My Dad paused. “But that’s not what you really want, so what is it?” And then he crossed his arms and waited.

Shaunesey’s face mottled with rage. “You, you bastard! I want you, thrown down from where you’ve raised yourself up again. I tossed you down from fame to degradation once, but you had the temerity to crawl out from under your rock. This time, I won’t just tear you down. I will see you destroyed!”

Then he was suddenly calm again. I was starting to think that President or no, this guy was not exactly running on all thrusters. At least where my father was concerned, anyway. “And then you yourself handed me the perfect tool. Breaking the Lunar Accord is a capital offense. Surrender yourself to me and plead guilty to the charge of that violation. Do that, and your family, employees, and anyone else connected with your actions will be given a full pardon.”

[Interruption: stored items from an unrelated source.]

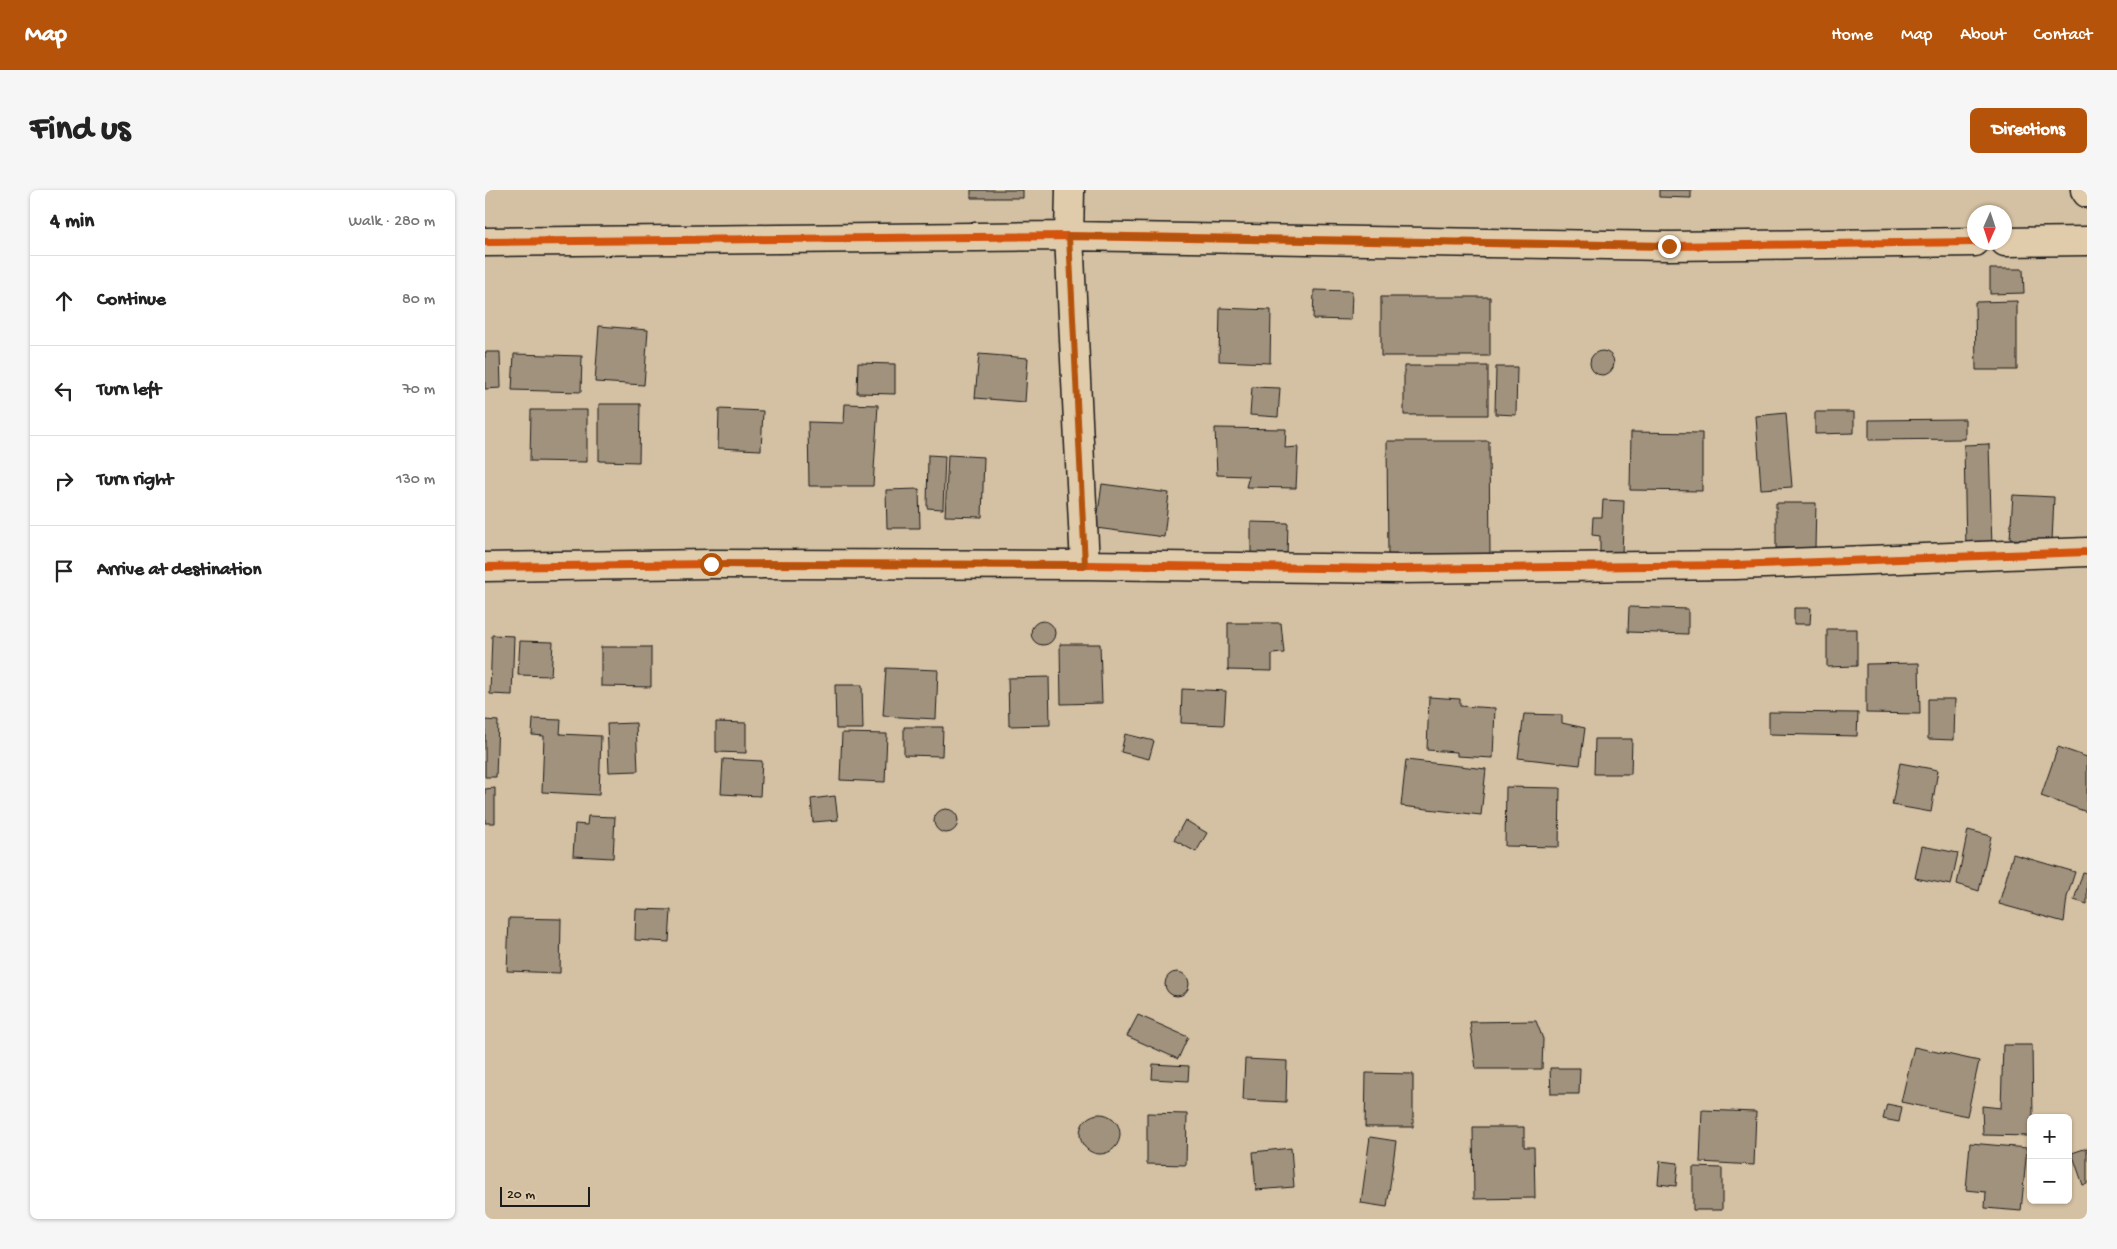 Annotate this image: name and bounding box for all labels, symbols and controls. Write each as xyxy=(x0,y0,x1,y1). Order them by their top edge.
text: Map xyxy=(25,21,67,50)
text: Home xyxy=(1831,25,1873,46)
text: Map xyxy=(1901,25,1932,46)
text: About xyxy=(1960,25,2006,46)
text: Contact xyxy=(2034,25,2092,46)
button: Directions xyxy=(1970,108,2087,153)
text: Find us xyxy=(30,110,130,151)
north arrow xyxy=(1967,205,2012,250)
text: 4 min xyxy=(50,210,94,235)
text: Walk · 280 m xyxy=(348,213,435,232)
route end xyxy=(1658,235,1681,258)
icon: ahead xyxy=(50,287,78,315)
text: Continue xyxy=(97,289,166,312)
text: 80 m xyxy=(402,291,435,310)
icon: left xyxy=(50,377,78,405)
text: Turn left xyxy=(97,379,161,402)
text: 70 m xyxy=(402,381,435,400)
icon: right xyxy=(50,467,78,495)
text: Turn right xyxy=(97,469,173,492)
text: 130 m xyxy=(396,471,435,490)
route start xyxy=(700,553,723,576)
icon: arrive xyxy=(50,557,78,585)
text: Arrive at destination xyxy=(97,559,261,582)
map controls xyxy=(2027,1114,2072,1204)
button: + xyxy=(2027,1114,2072,1159)
button: − xyxy=(2027,1159,2072,1204)
scale bar xyxy=(500,1184,590,1207)
text: 20 m xyxy=(507,1187,535,1204)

My father nodded. “Now I understand. Very well, I accept your terms. Beam the pardon to this ship so that I can have the SSI legal team on Earth check it out. The pardon starts the moment I surrender, or no deal. No, I don’t trust you. Stein out.” And he closed the connection.

I realized my father had this outcome in mind for a while. He’d sacrifice himself to save everyone else – and Shaunesey would take the deal because he hated my father that much. But there had to be another way!

“Dad, you can’t. They’ll kill you,” I said.

“Didn’t you make that comment about one week and a lifetime ago?” he countered. “I have to. Doing this frees everyone else involved. In theory, he is right. With some work, the employment of hundreds of our people – maybe thousands of them – could be found to be involved. I doubt he could sentence thousands of SSI employees to death without an uproar, but he can file other charges against them and make their lives hell for a long, long time. I can’t protect them with one ship from space. Not even with three ships. Not without committing the same actions as the criminals we just fought against, and I won’t fight terror with terror.”

“Let’s think about it,” James said. “Maybe we can find another option?”

“No,” Dad said. “This is the only way I can protect all my people. All our people – they’ll be in your hands to safe guard if they do execute me, Thom.”

Softly then, he finished, “I knew this was the most likely end of this journey for me, son.”

Like hell it was, I thought grimly. I’d lost Kel already. I wasn’t losing my father too.